Entire function bounded by a polynomial is a polynomial

Question

Suppose that an entire function $f(z)$ satisfies $\left|f(z)\right|\leq k\left|z\right|^n$ for sufficiently large $\left|z\right|$, where $n\in\mathbb{Z^+}$ and $k>0$ is constant. Show that $f$ is a polynomial of degree at most $n$.

Answer 1

Since $f$ is entire, it is equal to a power series centered at zero with radius of convergence $\infty$, which must match its Taylor series there.

$$f(z)=\sum_{n=0}^\infty \frac{f^{(n)}(0)}{n!}z^n$$

Since $|f(z)|\leq k|z|^m$, Cauchy's estimate gives

$$|f^{(n)}(0)|\leq \frac{n!k|z|^m}{R^n}$$ for all $|z|=R$. For $n>m$, letting $R\rightarrow\infty$, we see that $|f^{(n)}|=0$. It follows that $f$ is a polynomial of degree $\leq m$.

Answer 2

Hints:

• We have by Cauchy's integral formula that $$|f^{(d)}(0)|=\frac{d!}{2\pi R}\left|\int_{C(0,R)}\frac{f(z)}{z^{d+1}}dz\right|.$$
• What about $f^{(d)}(0)$ if $d\geq n+1$?
• Use the fact that $f$ is analytic at $0$ to get that $f(z)=\sum_{j=0}^n\frac{f^{(j)}(0)}{j!}z^j$ in a neighborhood of $0$.
• Show that the last formula is in fact true for all $z\in\Bbb C$.

Answer 3

A really dirty way to do this:

• Theorem 1: Jensen's Formula Corollary

  Suppose $f$ has order of growth $\rho$. Then there is a $C$ that for large enough $R$, $n(R) \le C R^{\rho} $ where $n(R)$ is the number of zeros whose magnitude is less than $R$.

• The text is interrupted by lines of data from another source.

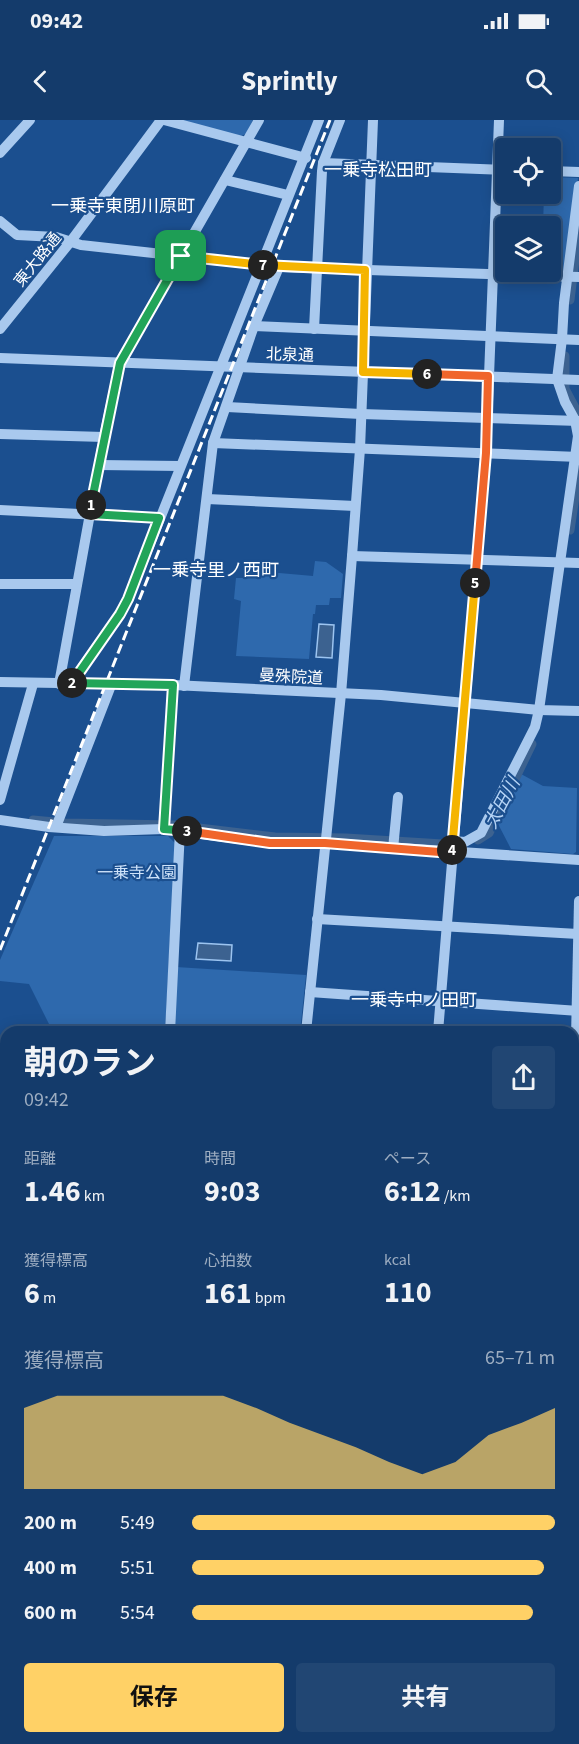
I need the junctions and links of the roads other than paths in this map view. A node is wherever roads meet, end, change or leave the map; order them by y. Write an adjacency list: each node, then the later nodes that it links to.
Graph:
1 (30, 120): 10 (street)
2 (163, 120): 9 (street); 22 (street, 東大路通)
3 (259, 120): 9 (street)
4 (319, 120): 11 (street)
5 (340, 120): 12 (street)
6 (373, 120): 13 (street)
7 (499, 120): 8 (street)
8 (500, 138)
9 (247, 142): 11 (street); 17 (street)
10 (0, 153)
11 (306, 158): 19 (street)
12 (323, 163): 13 (street); 26 (street)
13 (371, 165): 14 (street); 27 (street)
14 (495, 169)
15 (561, 171): 16 (street)
16 (579, 172)
17 (225, 180): 19 (street); 23 (street)
18 (579, 186): 29 (street)
19 (288, 195): 24 (street)
20 (498, 204): 28 (street)
21 (0, 221): 22 (street)
22 (71, 241): 23 (street); 31 (street, 東大路通)
23 (181, 256): 24 (street); 38 (street)
24 (262, 265): 25 (street); 39 (street)
25 (279, 267): 26 (street); 30 (street)
26 (317, 268): 27 (street); 32 (street)
27 (365, 270): 28 (street); 33 (street)
28 (492, 274): 29 (street); 34 (street)
29 (574, 277): 35 (street)
30 (254, 326): 32 (street); 40 (street)
31 (0, 329)
32 (314, 329): 33 (street)
33 (364, 331): 34 (street); 41 (street)
34 (490, 336): 35 (street); 42 (street)
35 (562, 339): 36 (street); 43 (street)
36 (579, 340)
37 (0, 358): 38 (street, 北泉通)
38 (120, 363): 39 (street, 北泉通); 49 (street)
39 (221, 366): 40 (street, 北泉通); 55 (street)
40 (242, 367): 41 (street, 北泉通); 44 (street)
41 (363, 372): 42 (street, 北泉通); 45 (street)
42 (488, 376): 43 (street, 北泉通); 46 (street)
43 (566, 379): 47 (street)
44 (227, 407): 45 (street); 50 (street)
45 (361, 414): 46 (street); 51 (street)
46 (487, 418): 47 (street); 52 (street)
47 (578, 420): 53 (street)
48 (0, 434): 49 (street)
49 (104, 437): 54 (street)
50 (213, 443): 51 (street); 56 (street)
51 (360, 450): 52 (street); 57 (street)
52 (486, 453): 53 (street); 62 (street)
53 (577, 457): 63 (street)
54 (99, 465): 55 (street); 59 (street)
55 (180, 466): 60 (street)
56 (207, 499): 57 (street); 71 (street)
57 (355, 506): 61 (street)
58 (0, 510): 59 (street)
59 (90, 514): 60 (street); 65 (street)
60 (159, 518): 67 (street)
61 (352, 556): 62 (street); 72 (street)
62 (476, 560): 63 (street); 73 (street)
63 (567, 563): 74 (street)
64 (0, 584): 65 (street)
65 (77, 584): 70 (street)
66 (0, 682): 69 (street, 曼殊院道)
67 (71, 683): 68 (street, 曼殊院道); 70 (street, 曼殊院道)
68 (112, 683): 71 (street, 曼殊院道); 79 (street)
69 (33, 684): 70 (street, 曼殊院道); 77 (street)
70 (59, 684)
71 (179, 685): 72 (street, 曼殊院道); 80 (street)
72 (341, 694): 73 (street, 曼殊院道); 82 (street)
73 (465, 704): 74 (street, 曼殊院道); 84 (street)
74 (542, 710): 75 (street, 曼殊院道); 84 (street)
75 (579, 711)
76 (398, 797): 83 (street)
77 (0, 800)
78 (0, 820): 79 (street)
79 (57, 823): 80 (street)
80 (164, 826): 81 (street)
81 (180, 830): 82 (street); 93 (street)
82 (326, 839): 83 (street); 87 (street)
83 (394, 844): 84 (street)
84 (452, 846): 85 (street); 88 (street)
85 (579, 860)
86 (579, 901): 89 (street)
87 (317, 919): 88 (street); 90 (street)
88 (447, 927): 89 (street); 91 (street)
89 (578, 934): 92 (street)
90 (310, 992): 91 (street); 94 (street)
91 (440, 1001): 92 (street); 95 (street)
92 (577, 1011): 96 (street)
93 (170, 1026)
94 (307, 1026)
95 (438, 1026)
96 (576, 1026)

• Theorem 2: Hadamard Factorization Theorem

  Suppose $f$ has order of growth $k \le \rho \lt k+1$ where $k$ is an integer. Then $f(z)$ can be written $z^m e^{g(z)} \prod_n E_k(z/a_n)$ where $E_k$ is the kth canonical Weirerstrass factor and $a_n$ is the nth zero of $f$ and $g(z)$ is a polynomial of degree $k$.

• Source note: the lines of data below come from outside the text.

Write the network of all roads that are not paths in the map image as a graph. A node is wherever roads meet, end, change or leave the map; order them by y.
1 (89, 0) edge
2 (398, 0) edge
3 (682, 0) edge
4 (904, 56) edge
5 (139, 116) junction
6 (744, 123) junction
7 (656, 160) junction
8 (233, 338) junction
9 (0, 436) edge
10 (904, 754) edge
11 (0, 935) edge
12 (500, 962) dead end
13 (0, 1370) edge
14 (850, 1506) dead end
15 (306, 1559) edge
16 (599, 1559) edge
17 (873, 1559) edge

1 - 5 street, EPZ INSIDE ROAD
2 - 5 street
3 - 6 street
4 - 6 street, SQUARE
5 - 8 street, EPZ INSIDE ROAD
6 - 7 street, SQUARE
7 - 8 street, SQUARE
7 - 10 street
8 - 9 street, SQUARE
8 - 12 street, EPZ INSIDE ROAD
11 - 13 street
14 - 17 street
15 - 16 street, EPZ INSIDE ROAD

Then note that by assumption $f$ has zero order of growth. Theorem 1 it follows that $f$ has finitely many zeros. From Theorem 2 it follows that $f$ is a polynomial. Then we need to put in a tiny bit of work to show that the degree of this polynomial is the one we need. (Just argue about $|f(z)/z^n|$ as $z$ grows large)

Answer 4

Look at closed discs centered at the origin, use maximum modulus principle to show that the function obtains its maximum value on the boundary, show that if you take a larger disc, you obtain a higher value, and thus use Liouville's Theorem to get that $\lim_{|z| \to \infty} |f(z)| = \infty$. Then show that such a function is a polynomial.

Answer 5

Here's an attempt by contradiction. Suppose $f(z)$ is a polynomial of degree $n+1$ and satisfies $|f(z)| \leq k|z|^n$ for some constant $k > 0$.

$$ f(z) = a_0 + a_1 z + \dots + a_{n+1} z^{n+1}$$

By the Fundamental Theorem of Algebra, $f(z)$ has $n+1$ roots and can be written as

$$ f(z) = (z-z_1)(z-z_2)\dots(z-z_{n+1}) g(z)$$

where $z_i, i = 1, 2, \dots, n+1$, are roots of $f(z)$ and $g(z) \neq 0$ for all $z$.

Consider $w \in \mathbb{C}$ which is not a root of $f(z)$.

\begin{align}f(w) &= (w-z_1)\dots(w-z_{n+1})g(w) \\ &= (w^{n+1} + c_1 w^{n} + \dots + c_n \prod_{i=1}^{n+1} z_i)g(w)\\ \end{align}

Then \begin{align} |f(w)| &= |w^{n+1} + \dots c_n \prod_{i=1}^{n+1}z_i||g(w)|\\ &= |w^{n+1} g(w) + \dots + c_n \prod_{i=1}^{n+1}z_i g(w)|\\ &\leq k|w|^n \end{align}

This implies $k \geq |w g(w) + \dots + c_n \prod_{i=1}^{n+1}z_i|$. In other words, $k$ is dependent on $w$ and not a constant which contradicts the assumption, so $f(z)$ is a polynomial of at most degree $n$.